Раздавленный стыдом, он не находит слов, чтобы возразить.
– Я не могу позволить тебе жить в одной комнате с твоей сестрой. Это, – она кивает на его пах, – может закончиться невесть чем.
Она хватает его за ухо и тащит через гостиную, прямо в подвал. Воздух там влажный, и шум моря отдается глухим, искаженным эхом.
– Теперь ты будешь жить здесь, маленький ублюдок.
Они переносят туда его кровать, и там он действительно живет. Ему разрешают ходить в школу и есть, но он всегда спит здесь, в недрах дома. Помещение примыкает к паровому котлу, поэтому там даже в разгар зимы стоит нестерпимая жара. Он вечно потеет, вокруг него лишь голые стены, а весь мир остается там, наверху.
Здесь, в подземелье, на полпути между жизнью и смертью, он молится о том, чтобы все на земле, кроме него самого, умерли, а потом задумывается о том, каково это, уже быть мертвым.
Его приготовления скрупулезны. Подвал – это место, где хранится всякая рухлядь, и там он находит древесный уголь и длинное зеркало. Во время своих походов наверх, "на большую землю", он собирает другие ингредиенты: порошок талька из ванной Айлиш, шафран, краску кошениль, нож из кухни, голубой мел из школы.
Все готово.
Он помещает зеркало рядом со своей койкой.
Сначала лицо. Первым делом тальк, чтобы скрыть живой цвет кожи. Древесный уголь размазывается под глазами, образуя круги, выглядящие темными провалами. На губах голубой мел. Ребрами ладоней он яростно трет глаза, пока они не наливаются кровью.

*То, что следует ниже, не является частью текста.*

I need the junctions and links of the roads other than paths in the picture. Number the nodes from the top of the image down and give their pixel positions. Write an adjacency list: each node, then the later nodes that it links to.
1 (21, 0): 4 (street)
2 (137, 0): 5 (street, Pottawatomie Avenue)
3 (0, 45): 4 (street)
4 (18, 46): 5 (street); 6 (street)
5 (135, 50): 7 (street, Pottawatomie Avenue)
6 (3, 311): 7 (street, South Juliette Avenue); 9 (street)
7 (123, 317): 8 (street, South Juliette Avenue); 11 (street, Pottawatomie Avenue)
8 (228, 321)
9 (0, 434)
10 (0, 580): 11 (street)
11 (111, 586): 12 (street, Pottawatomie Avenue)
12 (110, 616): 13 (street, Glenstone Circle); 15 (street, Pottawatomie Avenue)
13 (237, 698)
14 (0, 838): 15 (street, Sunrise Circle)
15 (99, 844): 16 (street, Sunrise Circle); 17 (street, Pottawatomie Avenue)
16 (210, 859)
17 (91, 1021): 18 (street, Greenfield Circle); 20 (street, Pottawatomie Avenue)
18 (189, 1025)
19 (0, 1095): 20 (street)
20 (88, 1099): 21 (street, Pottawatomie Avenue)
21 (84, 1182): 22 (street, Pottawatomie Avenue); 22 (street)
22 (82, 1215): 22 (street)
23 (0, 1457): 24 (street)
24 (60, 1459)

Потом тело. Смешивая шафран и кошениль, он получает жидкость, похожую на кровь. Потом берет старую футболку, протыкает ножом в пяти или шести местах и надевает, смочив "кровью" ткань вокруг дыр.
Он ложится на кровать и смотрит в зеркало, сохраняя полную неподвижность. Его глаза не моргают и не движутся, его тело не шелохнется. Он мертв и вместе с тем жив, более чем когда бы то ни было. Теперь их двое, он и отражение, столь желанное для него, его единственный друг и истинный возлюбленный.
На этой земле нет магии, но есть жизнь, и есть смерть, уравновешивающая рождение.
Этот образ воссоздается им время от времени, под настроение. Иногда он делает это по нескольку ночей подряд, иногда не делает месяцами. В эти промежутки он мысленно удаляется в свой парадиз, место, столь далекое от его ада.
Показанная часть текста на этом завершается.